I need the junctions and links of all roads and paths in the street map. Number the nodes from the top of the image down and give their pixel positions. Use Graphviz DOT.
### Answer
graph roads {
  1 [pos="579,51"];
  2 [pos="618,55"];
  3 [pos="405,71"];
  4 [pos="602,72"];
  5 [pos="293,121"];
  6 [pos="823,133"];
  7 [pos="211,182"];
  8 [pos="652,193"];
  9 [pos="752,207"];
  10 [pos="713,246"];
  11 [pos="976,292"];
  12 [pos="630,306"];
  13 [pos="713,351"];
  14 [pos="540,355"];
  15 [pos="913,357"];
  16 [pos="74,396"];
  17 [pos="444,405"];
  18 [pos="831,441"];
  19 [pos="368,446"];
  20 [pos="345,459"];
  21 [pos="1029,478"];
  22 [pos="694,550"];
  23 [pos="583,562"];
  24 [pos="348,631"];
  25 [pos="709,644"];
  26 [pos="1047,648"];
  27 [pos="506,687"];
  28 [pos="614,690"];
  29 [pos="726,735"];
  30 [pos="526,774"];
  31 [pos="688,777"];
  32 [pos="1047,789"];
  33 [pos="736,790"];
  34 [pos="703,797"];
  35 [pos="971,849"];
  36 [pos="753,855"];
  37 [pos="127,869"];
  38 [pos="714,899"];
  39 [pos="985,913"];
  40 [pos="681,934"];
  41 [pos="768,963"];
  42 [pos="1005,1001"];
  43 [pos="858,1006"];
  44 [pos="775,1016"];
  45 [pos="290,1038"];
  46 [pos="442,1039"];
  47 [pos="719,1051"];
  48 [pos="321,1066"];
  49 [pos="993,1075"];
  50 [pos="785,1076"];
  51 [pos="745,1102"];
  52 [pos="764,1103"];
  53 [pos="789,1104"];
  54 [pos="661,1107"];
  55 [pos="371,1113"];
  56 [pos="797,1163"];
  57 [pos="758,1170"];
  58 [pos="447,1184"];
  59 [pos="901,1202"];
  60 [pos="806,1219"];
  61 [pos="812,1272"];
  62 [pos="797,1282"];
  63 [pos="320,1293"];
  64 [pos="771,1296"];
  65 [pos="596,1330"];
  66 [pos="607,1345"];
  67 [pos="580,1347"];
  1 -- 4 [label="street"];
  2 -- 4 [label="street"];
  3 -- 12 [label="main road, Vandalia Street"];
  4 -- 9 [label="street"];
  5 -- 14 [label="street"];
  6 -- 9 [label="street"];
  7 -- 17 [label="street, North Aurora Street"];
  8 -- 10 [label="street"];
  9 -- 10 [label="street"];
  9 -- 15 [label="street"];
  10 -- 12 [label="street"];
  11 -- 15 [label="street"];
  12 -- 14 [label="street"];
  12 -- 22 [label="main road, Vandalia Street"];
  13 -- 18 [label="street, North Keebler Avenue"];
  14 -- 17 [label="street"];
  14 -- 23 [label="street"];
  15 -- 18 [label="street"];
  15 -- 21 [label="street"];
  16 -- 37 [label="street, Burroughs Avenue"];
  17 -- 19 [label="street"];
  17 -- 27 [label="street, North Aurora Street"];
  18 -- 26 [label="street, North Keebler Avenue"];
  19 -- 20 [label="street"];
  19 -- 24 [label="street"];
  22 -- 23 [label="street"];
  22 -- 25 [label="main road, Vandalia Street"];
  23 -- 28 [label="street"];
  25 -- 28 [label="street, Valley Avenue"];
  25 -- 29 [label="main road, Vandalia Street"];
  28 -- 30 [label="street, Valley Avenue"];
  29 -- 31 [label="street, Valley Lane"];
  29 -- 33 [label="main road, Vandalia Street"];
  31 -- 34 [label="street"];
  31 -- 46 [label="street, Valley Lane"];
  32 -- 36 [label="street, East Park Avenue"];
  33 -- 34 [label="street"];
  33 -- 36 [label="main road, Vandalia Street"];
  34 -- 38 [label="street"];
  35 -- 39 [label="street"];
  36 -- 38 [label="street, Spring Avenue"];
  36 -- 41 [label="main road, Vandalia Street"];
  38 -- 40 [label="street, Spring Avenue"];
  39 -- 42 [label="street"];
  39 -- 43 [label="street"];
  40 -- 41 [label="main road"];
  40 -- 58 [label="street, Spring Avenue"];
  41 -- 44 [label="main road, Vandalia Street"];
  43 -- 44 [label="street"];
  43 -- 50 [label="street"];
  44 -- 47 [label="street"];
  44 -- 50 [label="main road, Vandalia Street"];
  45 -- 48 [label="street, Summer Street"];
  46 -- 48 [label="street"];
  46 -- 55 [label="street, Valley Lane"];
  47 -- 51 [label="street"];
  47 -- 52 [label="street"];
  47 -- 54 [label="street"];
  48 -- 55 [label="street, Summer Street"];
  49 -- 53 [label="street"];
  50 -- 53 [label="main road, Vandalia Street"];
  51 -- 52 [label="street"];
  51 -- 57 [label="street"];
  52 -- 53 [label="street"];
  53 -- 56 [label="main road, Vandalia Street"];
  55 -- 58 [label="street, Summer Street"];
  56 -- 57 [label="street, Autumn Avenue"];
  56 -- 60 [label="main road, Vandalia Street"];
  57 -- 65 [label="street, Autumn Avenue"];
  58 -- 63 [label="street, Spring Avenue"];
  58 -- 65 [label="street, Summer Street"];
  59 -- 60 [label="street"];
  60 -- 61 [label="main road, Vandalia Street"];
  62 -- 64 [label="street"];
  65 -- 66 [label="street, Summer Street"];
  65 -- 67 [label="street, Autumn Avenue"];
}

■ **Task instructions**: The job here is to write out all the entries again exactly.

■ **Task response**:
I need the junctions and links of all roads and paths in the street map. Number the nodes from the top of the image down and give their pixel positions. Use Graphviz DOT.
### Answer
graph roads {
  1 [pos="579,51"];
  2 [pos="618,55"];
  3 [pos="405,71"];
  4 [pos="602,72"];
  5 [pos="293,121"];
  6 [pos="823,133"];
  7 [pos="211,182"];
  8 [pos="652,193"];
  9 [pos="752,207"];
  10 [pos="713,246"];
  11 [pos="976,292"];
  12 [pos="630,306"];
  13 [pos="713,351"];
  14 [pos="540,355"];
  15 [pos="913,357"];
  16 [pos="74,396"];
  17 [pos="444,405"];
  18 [pos="831,441"];
  19 [pos="368,446"];
  20 [pos="345,459"];
  21 [pos="1029,478"];
  22 [pos="694,550"];
  23 [pos="583,562"];
  24 [pos="348,631"];
  25 [pos="709,644"];
  26 [pos="1047,648"];
  27 [pos="506,687"];
  28 [pos="614,690"];
  29 [pos="726,735"];
  30 [pos="526,774"];
  31 [pos="688,777"];
  32 [pos="1047,789"];
  33 [pos="736,790"];
  34 [pos="703,797"];
  35 [pos="971,849"];
  36 [pos="753,855"];
  37 [pos="127,869"];
  38 [pos="714,899"];
  39 [pos="985,913"];
  40 [pos="681,934"];
  41 [pos="768,963"];
  42 [pos="1005,1001"];
  43 [pos="858,1006"];
  44 [pos="775,1016"];
  45 [pos="290,1038"];
  46 [pos="442,1039"];
  47 [pos="719,1051"];
  48 [pos="321,1066"];
  49 [pos="993,1075"];
  50 [pos="785,1076"];
  51 [pos="745,1102"];
  52 [pos="764,1103"];
  53 [pos="789,1104"];
  54 [pos="661,1107"];
  55 [pos="371,1113"];
  56 [pos="797,1163"];
  57 [pos="758,1170"];
  58 [pos="447,1184"];
  59 [pos="901,1202"];
  60 [pos="806,1219"];
  61 [pos="812,1272"];
  62 [pos="797,1282"];
  63 [pos="320,1293"];
  64 [pos="771,1296"];
  65 [pos="596,1330"];
  66 [pos="607,1345"];
  67 [pos="580,1347"];
  1 -- 4 [label="street"];
  2 -- 4 [label="street"];
  3 -- 12 [label="main road, Vandalia Street"];
  4 -- 9 [label="street"];
  5 -- 14 [label="street"];
  6 -- 9 [label="street"];
  7 -- 17 [label="street, North Aurora Street"];
  8 -- 10 [label="street"];
  9 -- 10 [label="street"];
  9 -- 15 [label="street"];
  10 -- 12 [label="street"];
  11 -- 15 [label="street"];
  12 -- 14 [label="street"];
  12 -- 22 [label="main road, Vandalia Street"];
  13 -- 18 [label="street, North Keebler Avenue"];
  14 -- 17 [label="street"];
  14 -- 23 [label="street"];
  15 -- 18 [label="street"];
  15 -- 21 [label="street"];
  16 -- 37 [label="street, Burroughs Avenue"];
  17 -- 19 [label="street"];
  17 -- 27 [label="street, North Aurora Street"];
  18 -- 26 [label="street, North Keebler Avenue"];
  19 -- 20 [label="street"];
  19 -- 24 [label="street"];
  22 -- 23 [label="street"];
  22 -- 25 [label="main road, Vandalia Street"];
  23 -- 28 [label="street"];
  25 -- 28 [label="street, Valley Avenue"];
  25 -- 29 [label="main road, Vandalia Street"];
  28 -- 30 [label="street, Valley Avenue"];
  29 -- 31 [label="street, Valley Lane"];
  29 -- 33 [label="main road, Vandalia Street"];
  31 -- 34 [label="street"];
  31 -- 46 [label="street, Valley Lane"];
  32 -- 36 [label="street, East Park Avenue"];
  33 -- 34 [label="street"];
  33 -- 36 [label="main road, Vandalia Street"];
  34 -- 38 [label="street"];
  35 -- 39 [label="street"];
  36 -- 38 [label="street, Spring Avenue"];
  36 -- 41 [label="main road, Vandalia Street"];
  38 -- 40 [label="street, Spring Avenue"];
  39 -- 42 [label="street"];
  39 -- 43 [label="street"];
  40 -- 41 [label="main road"];
  40 -- 58 [label="street, Spring Avenue"];
  41 -- 44 [label="main road, Vandalia Street"];
  43 -- 44 [label="street"];
  43 -- 50 [label="street"];
  44 -- 47 [label="street"];
  44 -- 50 [label="main road, Vandalia Street"];
  45 -- 48 [label="street, Summer Street"];
  46 -- 48 [label="street"];
  46 -- 55 [label="street, Valley Lane"];
  47 -- 51 [label="street"];
  47 -- 52 [label="street"];
  47 -- 54 [label="street"];
  48 -- 55 [label="street, Summer Street"];
  49 -- 53 [label="street"];
  50 -- 53 [label="main road, Vandalia Street"];
  51 -- 52 [label="street"];
  51 -- 57 [label="street"];
  52 -- 53 [label="street"];
  53 -- 56 [label="main road, Vandalia Street"];
  55 -- 58 [label="street, Summer Street"];
  56 -- 57 [label="street, Autumn Avenue"];
  56 -- 60 [label="main road, Vandalia Street"];
  57 -- 65 [label="street, Autumn Avenue"];
  58 -- 63 [label="street, Spring Avenue"];
  58 -- 65 [label="street, Summer Street"];
  59 -- 60 [label="street"];
  60 -- 61 [label="main road, Vandalia Street"];
  62 -- 64 [label="street"];
  65 -- 66 [label="street, Summer Street"];
  65 -- 67 [label="street, Autumn Avenue"];
}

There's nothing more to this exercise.